Introduction

Ureteropelvic junction obstruction leads to progressive dilatation of the renal collecting system and can result in progressive deterioration of renal function. Most cases are congenital; however, symptoms are not clinically apparent until later in life. Most frequent presenting symptoms are flank pain, urinary tract infection, and hematuria after minor trauma. It is the most common site of obstruction in the upper urinary tract, and surgical management is necessary when obstruction is confirmed with functional radiographic studies.

The gold standard therapy for repair of ureteropelvic junction obstruction has been open pyeloplasty with long-term success rates consistently exceeding 90% (1,2).

In an attempt to reduce the morbidity of the flank incision, new minimally invasive procedures, endoscopic or fluoroscopic retrograde, and endoscopic percutaneous antegrade pyelotomy were developed (3-6). All achieved the goals of short hospital stay and rapid recovery, but had lower success rates.

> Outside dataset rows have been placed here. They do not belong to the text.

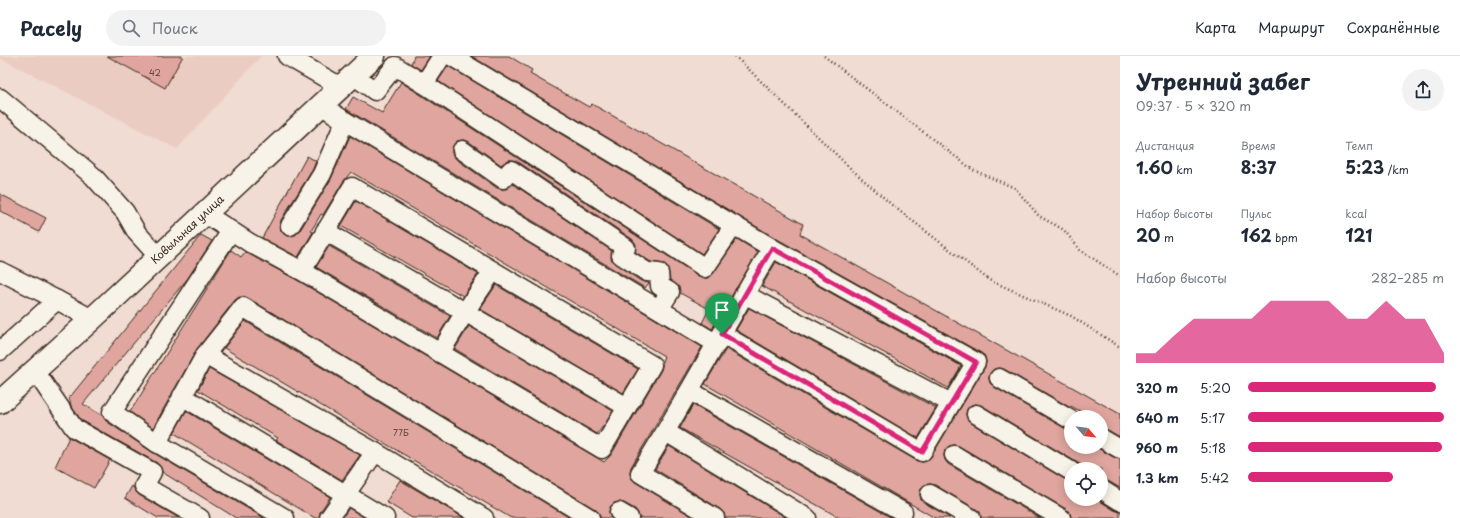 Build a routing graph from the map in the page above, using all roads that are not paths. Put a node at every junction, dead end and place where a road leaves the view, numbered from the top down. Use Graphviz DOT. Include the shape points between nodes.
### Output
graph roads {
  1 [pos="287,56"];
  2 [pos="374,56"];
  3 [pos="442,56"];
  4 [pos="451,56"];
  5 [pos="347,81"];
  6 [pos="424,84"];
  7 [pos="0,98"];
  8 [pos="323,103"];
  9 [pos="345,121"];
  10 [pos="462,150"];
  11 [pos="204,213"];
  12 [pos="734,225"];
  13 [pos="290,226"];
  14 [pos="231,231"];
  15 [pos="325,231"];
  16 [pos="772,248"];
  17 [pos="158,256"];
  18 [pos="0,271"];
  19 [pos="302,271"];
  20 [pos="493,271"];
  21 [pos="744,294"];
  22 [pos="57,300"];
  23 [pos="659,309"];
  24 [pos="465,312"];
  25 [pos="92,319"];
  26 [pos="719,339"];
  27 [pos="0,351"];
  28 [pos="440,352"];
  29 [pos="205,355"];
  30 [pos="35,371"];
  31 [pos="999,378"];
  32 [pos="690,391"];
  33 [pos="182,396"];
  34 [pos="0,402"];
  35 [pos="951,403"];
  36 [pos="627,407"];
  37 [pos="976,414"];
  38 [pos="1064,416"];
  39 [pos="666,432"];
  40 [pos="1108,442"];
  41 [pos="157,443"];
  42 [pos="1120,449"];
  43 [pos="375,452"];
  44 [pos="954,455"];
  45 [pos="1064,467"];
  46 [pos="1108,493"];
  47 [pos="346,494"];
  48 [pos="930,494"];
  49 [pos="1120,501"];
  50 [pos="902,512"];
  51 [pos="200,518"];
  52 [pos="285,518"];
  53 [pos="329,518"];
  54 [pos="385,518"];
  55 [pos="484,518"];
  56 [pos="590,518"];
  57 [pos="715,518"];
  58 [pos="807,518"];
  59 [pos="971,518"];
  60 [pos="1061,518"];
  1 -- 5 [label="street"];
  2 -- 5 [label="main road, Ковыльная улица"];
  3 -- 6 [label="street"];
  4 -- 12 [label="street"];
  5 -- 6 [label="street" via="375,91 395,66"];
  5 -- 8 [label="main road, Ковыльная улица"];
  6 -- 12 [label="street" via="705,268"];
  7 -- 17 [label="street" via="93,176 125,212 137,233"];
  8 -- 9 [label="street" via="330,112"];
  8 -- 11 [label="main road, Ковыльная улица"];
  9 -- 13 [label="street" via="322,174"];
  9 -- 23 [label="street"];
  10 -- 23 [label="street" via="503,179 512,170 626,248 622,255 647,272 659,273 660,286 670,292"];
  11 -- 14 [label="street"];
  11 -- 17 [label="main road, Ковыльная улица"];
  12 -- 16 [label="street"];
  14 -- 19 [label="street"];
  14 -- 41 [label="street" via="112,412"];
  15 -- 19 [label="street"];
  15 -- 20 [label="street" via="352,187"];
  15 -- 24 [label="street"];
  16 -- 21 [label="street"];
  16 -- 35 [label="street" via="976,362"];
  17 -- 25 [label="main road, Ковыльная улица"];
  18 -- 22 [label="street"];
  19 -- 28 [label="street"];
  20 -- 24 [label="street"];
  20 -- 36 [label="street" via="652,365"];
  21 -- 26 [label="street"];
  21 -- 35 [label="street"];
  22 -- 25 [label="street"];
  22 -- 27 [label="street"];
  23 -- 26 [label="street"];
  24 -- 28 [label="street"];
  24 -- 36 [label="street"];
  25 -- 30 [label="main road, Ковыльная улица"];
  26 -- 32 [label="street"];
  26 -- 35 [label="street" via="922,452"];
  28 -- 36 [label="street" via="602,449"];
  29 -- 33 [label="street"];
  29 -- 43 [label="street"];
  29 -- 56 [label="street" via="243,306"];
  30 -- 34 [label="main road, Ковыльная улица"];
  30 -- 51 [label="street" via="74,428 152,472 144,486"];
  31 -- 38 [label="street"];
  32 -- 39 [label="street"];
  32 -- 50 [label="street"];
  33 -- 41 [label="street"];
  33 -- 47 [label="street"];
  37 -- 45 [label="street"];
  39 -- 57 [label="street" via="640,473"];
  39 -- 58 [label="street"];
  40 -- 42 [label="street"];
  41 -- 52 [label="street"];
  43 -- 47 [label="street"];
  43 -- 55 [label="street"];
  44 -- 60 [label="street"];
  46 -- 49 [label="street"];
  47 -- 53 [label="street"];
  47 -- 54 [label="street"];
  48 -- 59 [label="street"];
} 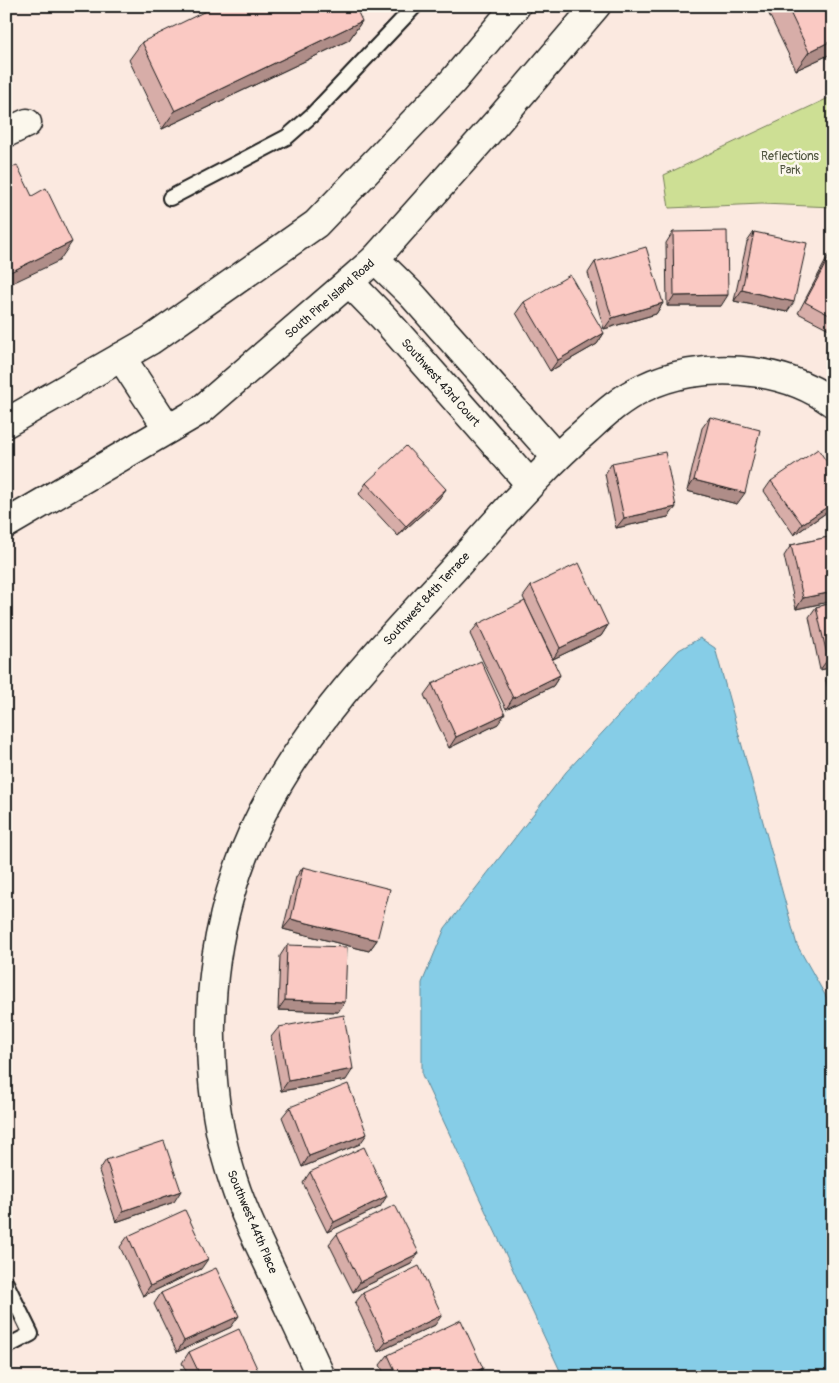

In an effort to achieve both minimal morbidity and results equivalent to or better than those of open surgery, laparoscopic dismembered pyeloplasty was introduced in 1993 (7,8). Initial promising results were confirmed by larger series (9-12). Despite the existing long learning curve, laparoscopic pyeloplasty is now an established procedure at select centers worldwide, applicable to both pediatric (13,14) and adult patient populations.

Dismembered and nondismembered pyeloplasties [Foley Y-V (15), Fenger (16)] may be performed using transperitoneal and retroperitoneal laparoscopic approaches.